I recently bought a horse (well, about three months ago) and we are still patiently awaiting a round pen to be purchased. Jäger was abused and is terrified of whips, so we have been diligently working on desensitizing him to them, which is coming along well, but he still has his moments of flight or freeze. 

Ultimately, I would love to start lunging him for exercise until which time that the round pen goes in, which I know he does round pen. I have long lined him, which works very well for him at the walk, but he gets confused when he starts trotting. When it comes to lunging, he does not want to get out and stay on the circle. He will go out, take a few steps and come right back in. I have worked on making sure my body language is clear in asking him to move forward and away, out to the circle. I have had a friend who is a trainer give me the all clear on my body language, but she suggested I use a whip to get him going. This, of course, causes him to explode out of fear, as does hitting him violently (with the rope). I'm just wondering if anyone else has had experience with abused horses and their special needs when it comes to training. I have started horses in the past, but none of which who had a deep rooted fear of something from bad previous experience. 

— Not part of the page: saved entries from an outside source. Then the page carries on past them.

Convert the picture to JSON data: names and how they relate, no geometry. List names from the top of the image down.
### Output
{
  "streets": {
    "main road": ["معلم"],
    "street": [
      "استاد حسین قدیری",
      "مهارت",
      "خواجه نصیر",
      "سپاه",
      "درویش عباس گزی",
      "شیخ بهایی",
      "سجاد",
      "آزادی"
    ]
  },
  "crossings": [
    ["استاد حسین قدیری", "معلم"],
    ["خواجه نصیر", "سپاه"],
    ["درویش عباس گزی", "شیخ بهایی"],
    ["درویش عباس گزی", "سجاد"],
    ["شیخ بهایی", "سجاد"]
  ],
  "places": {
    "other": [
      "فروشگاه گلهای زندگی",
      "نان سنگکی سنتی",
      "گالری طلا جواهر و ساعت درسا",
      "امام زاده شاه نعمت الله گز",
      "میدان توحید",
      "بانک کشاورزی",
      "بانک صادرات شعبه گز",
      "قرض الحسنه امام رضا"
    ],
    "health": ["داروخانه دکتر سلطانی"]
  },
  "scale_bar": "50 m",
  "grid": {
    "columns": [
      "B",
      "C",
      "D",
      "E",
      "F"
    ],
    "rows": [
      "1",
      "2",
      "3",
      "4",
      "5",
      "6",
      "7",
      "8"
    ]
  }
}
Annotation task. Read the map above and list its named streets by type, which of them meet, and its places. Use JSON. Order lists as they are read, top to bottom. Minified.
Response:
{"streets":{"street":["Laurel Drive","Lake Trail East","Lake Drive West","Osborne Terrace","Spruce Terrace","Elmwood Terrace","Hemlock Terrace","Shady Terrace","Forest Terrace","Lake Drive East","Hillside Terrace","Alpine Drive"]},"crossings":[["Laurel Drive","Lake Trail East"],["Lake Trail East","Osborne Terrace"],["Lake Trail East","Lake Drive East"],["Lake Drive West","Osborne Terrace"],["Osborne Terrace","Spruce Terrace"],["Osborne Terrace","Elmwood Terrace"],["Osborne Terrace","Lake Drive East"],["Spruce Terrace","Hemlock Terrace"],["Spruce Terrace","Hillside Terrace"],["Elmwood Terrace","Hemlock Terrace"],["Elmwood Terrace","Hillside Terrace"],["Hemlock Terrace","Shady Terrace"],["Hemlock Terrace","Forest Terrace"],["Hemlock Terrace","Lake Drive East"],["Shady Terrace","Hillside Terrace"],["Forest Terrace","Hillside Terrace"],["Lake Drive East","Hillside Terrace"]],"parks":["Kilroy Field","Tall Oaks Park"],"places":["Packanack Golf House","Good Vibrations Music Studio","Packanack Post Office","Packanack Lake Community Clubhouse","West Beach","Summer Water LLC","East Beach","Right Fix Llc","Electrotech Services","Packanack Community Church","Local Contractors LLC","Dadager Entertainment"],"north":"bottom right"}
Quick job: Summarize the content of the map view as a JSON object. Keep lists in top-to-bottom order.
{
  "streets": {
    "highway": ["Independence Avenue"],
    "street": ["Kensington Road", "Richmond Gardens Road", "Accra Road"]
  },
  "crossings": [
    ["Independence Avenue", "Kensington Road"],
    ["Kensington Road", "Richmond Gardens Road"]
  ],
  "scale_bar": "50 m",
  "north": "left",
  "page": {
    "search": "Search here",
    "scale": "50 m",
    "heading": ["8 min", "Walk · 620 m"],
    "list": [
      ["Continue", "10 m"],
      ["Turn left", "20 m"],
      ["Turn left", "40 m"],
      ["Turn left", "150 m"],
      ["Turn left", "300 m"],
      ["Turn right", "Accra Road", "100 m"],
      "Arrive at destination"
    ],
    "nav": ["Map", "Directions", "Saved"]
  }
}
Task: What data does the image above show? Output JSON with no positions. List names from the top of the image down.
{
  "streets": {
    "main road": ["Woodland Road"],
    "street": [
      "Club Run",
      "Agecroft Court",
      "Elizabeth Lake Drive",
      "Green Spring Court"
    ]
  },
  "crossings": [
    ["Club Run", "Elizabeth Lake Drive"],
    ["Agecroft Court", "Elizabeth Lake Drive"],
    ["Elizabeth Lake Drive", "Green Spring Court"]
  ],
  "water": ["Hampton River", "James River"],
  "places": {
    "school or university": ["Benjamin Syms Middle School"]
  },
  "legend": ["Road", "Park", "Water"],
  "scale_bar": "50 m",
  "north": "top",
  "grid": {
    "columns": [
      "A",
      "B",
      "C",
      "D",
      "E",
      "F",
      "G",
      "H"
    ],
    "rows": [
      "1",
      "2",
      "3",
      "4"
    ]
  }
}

Again, there is no round pen, and no great enclosed space for riding - he is also a bucker under saddle, something we are working on, too. We also spend *a lot* of time, as long as three (spaced out) hours each day, working on ground work, and that is helping, but not getting him moving.


----------



## RedTree (Jan 20, 2010)

Just spinning the end of the rope?
Not actually hitting him with it just spinning it when asking fir a faster pace, always make sure you use your voice with the aid though, or even have a lunge whip in with you and hold it there as soon as he goes a faster pace drop it, making sure to use your voice again, tell him hes a good boy once hes moved off as well, alpart from that im not really to sure.
Hope other HF users give some better advice


----------



## Maple (Jan 10, 2012)

Have you tried to encourage him to go forward with your arm. Once you are standing in the correct position and holding your arm out, you should be able to push him forward.


----------



## BarrelRacer724 (Dec 12, 2010)

RedTree said:


> Just spinning the end of the rope?
> Not actually hitting him with it just spinning it when asking fir a faster pace, always make sure you use your voice with the aid though, or even have a lunge whip in with you and hold it there as soon as he goes a faster pace drop it, making sure to use your voice again, tell him hes a good boy once hes moved off as well, alpart from that im not really to sure.
> Hope other HF users give some better advice


I will have to try bringing the whip out and just picking it up and dropping it - that could help! And also help with his desensitizing.


----------



## BarrelRacer724 (Dec 12, 2010)

Maple said:


> Have you tried to encourage him to go forward with your arm. Once you are standing in the correct position and holding your arm out, you should be able to push him forward.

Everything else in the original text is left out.